Political truce in the French Third Republic

The Sacred Union (Union Sacrée, /fr/) was a political truce in the French Third Republic in which the left-wing agreed during World War I not to oppose the government or call any strikes. Made in the name of patriotism, it stood in opposition to the pledge made by the French Section of the Workers' International (SFIO), internationalism, and its former leader Jean Jaurès not to enter any "bourgeois war". Although an important part of the socialist movement joined the Union sacrée, some trade unionists such as Pierre Monatte opposed it.

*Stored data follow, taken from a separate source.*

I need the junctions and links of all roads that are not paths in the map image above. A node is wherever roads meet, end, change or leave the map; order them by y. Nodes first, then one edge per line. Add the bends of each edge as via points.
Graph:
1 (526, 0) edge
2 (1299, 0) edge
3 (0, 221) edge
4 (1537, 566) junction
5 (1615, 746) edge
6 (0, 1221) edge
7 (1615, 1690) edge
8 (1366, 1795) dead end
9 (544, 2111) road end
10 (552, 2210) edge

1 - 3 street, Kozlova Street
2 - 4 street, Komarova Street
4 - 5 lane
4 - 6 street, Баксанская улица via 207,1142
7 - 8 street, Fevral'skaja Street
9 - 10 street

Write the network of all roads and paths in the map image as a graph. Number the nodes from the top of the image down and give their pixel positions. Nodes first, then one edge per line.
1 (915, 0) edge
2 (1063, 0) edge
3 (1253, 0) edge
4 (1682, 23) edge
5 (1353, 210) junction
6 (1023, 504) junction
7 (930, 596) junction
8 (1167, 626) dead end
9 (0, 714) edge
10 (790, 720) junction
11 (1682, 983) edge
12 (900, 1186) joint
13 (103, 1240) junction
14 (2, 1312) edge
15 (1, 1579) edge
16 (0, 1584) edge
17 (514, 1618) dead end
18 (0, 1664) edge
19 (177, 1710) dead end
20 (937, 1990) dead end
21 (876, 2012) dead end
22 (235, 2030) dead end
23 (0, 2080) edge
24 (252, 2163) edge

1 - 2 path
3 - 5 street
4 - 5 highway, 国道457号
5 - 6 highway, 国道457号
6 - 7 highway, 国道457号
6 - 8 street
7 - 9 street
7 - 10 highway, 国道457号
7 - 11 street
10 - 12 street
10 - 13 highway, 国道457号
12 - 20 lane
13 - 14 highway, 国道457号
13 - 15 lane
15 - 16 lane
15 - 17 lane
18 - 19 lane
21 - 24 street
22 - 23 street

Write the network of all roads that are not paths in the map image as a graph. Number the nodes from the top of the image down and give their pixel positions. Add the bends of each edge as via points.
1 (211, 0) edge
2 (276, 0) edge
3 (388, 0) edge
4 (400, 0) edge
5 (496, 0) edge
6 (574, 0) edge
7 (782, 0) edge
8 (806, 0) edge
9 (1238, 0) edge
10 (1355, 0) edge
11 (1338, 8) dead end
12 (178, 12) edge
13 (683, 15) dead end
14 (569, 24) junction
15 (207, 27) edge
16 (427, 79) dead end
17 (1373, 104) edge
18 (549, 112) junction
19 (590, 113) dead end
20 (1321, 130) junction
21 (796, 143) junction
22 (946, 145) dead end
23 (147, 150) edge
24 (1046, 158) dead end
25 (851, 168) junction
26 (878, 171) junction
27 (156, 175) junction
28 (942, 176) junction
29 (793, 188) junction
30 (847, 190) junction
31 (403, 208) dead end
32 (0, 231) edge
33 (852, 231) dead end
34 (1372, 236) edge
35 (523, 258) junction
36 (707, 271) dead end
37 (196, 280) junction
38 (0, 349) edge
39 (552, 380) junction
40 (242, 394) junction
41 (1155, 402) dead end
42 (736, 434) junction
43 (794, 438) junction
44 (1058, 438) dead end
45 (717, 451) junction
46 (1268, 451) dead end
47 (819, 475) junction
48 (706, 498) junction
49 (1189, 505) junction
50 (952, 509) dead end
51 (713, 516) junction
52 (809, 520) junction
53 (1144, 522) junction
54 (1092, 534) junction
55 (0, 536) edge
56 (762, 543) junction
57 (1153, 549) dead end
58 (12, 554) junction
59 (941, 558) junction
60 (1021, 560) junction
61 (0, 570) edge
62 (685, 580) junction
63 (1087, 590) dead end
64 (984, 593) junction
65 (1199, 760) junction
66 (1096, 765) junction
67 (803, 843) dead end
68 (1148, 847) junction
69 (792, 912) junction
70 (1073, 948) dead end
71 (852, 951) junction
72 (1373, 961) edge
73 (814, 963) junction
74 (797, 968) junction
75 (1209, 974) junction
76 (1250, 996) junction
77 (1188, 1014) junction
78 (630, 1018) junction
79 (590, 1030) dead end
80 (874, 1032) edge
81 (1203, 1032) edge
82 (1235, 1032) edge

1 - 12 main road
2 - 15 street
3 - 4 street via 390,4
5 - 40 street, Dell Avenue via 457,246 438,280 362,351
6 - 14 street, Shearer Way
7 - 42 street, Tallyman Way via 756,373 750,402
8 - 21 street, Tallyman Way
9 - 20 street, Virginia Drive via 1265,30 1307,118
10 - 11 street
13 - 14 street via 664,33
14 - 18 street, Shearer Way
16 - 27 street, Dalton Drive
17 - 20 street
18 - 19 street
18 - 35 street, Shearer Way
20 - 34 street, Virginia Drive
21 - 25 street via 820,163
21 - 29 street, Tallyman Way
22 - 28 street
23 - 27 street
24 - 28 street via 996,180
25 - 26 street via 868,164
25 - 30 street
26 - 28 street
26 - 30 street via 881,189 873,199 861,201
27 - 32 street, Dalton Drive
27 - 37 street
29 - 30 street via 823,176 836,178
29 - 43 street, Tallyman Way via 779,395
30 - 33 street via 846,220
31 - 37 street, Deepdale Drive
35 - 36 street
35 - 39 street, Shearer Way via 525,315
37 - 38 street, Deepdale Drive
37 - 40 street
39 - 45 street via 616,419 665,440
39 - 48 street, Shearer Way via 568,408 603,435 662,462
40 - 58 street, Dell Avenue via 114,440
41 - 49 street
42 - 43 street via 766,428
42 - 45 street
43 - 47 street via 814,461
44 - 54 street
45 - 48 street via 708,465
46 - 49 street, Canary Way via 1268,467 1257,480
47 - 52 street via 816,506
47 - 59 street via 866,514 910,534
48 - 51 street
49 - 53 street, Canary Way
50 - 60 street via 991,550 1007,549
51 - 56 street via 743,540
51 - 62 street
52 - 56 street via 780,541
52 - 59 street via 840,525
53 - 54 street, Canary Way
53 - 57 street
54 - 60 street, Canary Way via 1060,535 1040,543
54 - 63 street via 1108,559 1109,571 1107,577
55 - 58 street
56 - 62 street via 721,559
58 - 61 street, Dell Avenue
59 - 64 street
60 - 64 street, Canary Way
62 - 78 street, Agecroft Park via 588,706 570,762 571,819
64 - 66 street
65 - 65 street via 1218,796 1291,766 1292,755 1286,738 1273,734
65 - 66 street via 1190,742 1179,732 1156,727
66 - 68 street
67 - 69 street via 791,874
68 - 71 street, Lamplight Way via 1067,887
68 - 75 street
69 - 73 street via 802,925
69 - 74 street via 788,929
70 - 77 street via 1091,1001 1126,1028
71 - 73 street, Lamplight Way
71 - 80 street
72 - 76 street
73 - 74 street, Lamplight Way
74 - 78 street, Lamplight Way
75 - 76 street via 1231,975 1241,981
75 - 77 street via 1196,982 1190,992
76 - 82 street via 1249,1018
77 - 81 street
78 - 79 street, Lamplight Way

On 3 August 1914, Germany declared war on France. The next day, Prime Minister Rene Viviani read an address written by President Raymond Poincaré:

In the coming war, France ... will be heroically defended by all her sons, whose sacred union will not be broken in the face of the enemy (Note: Dans la guerre qui s'engage, la France ... sera héroïquement défendue par tous ses fils, dont rien ne brisera devant l'ennemi l'union sacrée)
— Raymond Poincaré

This political movement may have been an attempt to create solidarity during a time when the largely pacifist SFIO threatened a general strike, while many French Catholics were slighted by anticlerical policies, such as the separation of church and state. Elements of nationalism, that the Germans attacked rather than the French, anti-German propaganda, and a desire to regain the former French territory of Alsace–Lorraine may have provided further impetus for the movement.

==Equivalent terms==
Similar movements existed in other countries, such as the Burgfriedenspolitik in Germany or the União Sagrada in Portugal.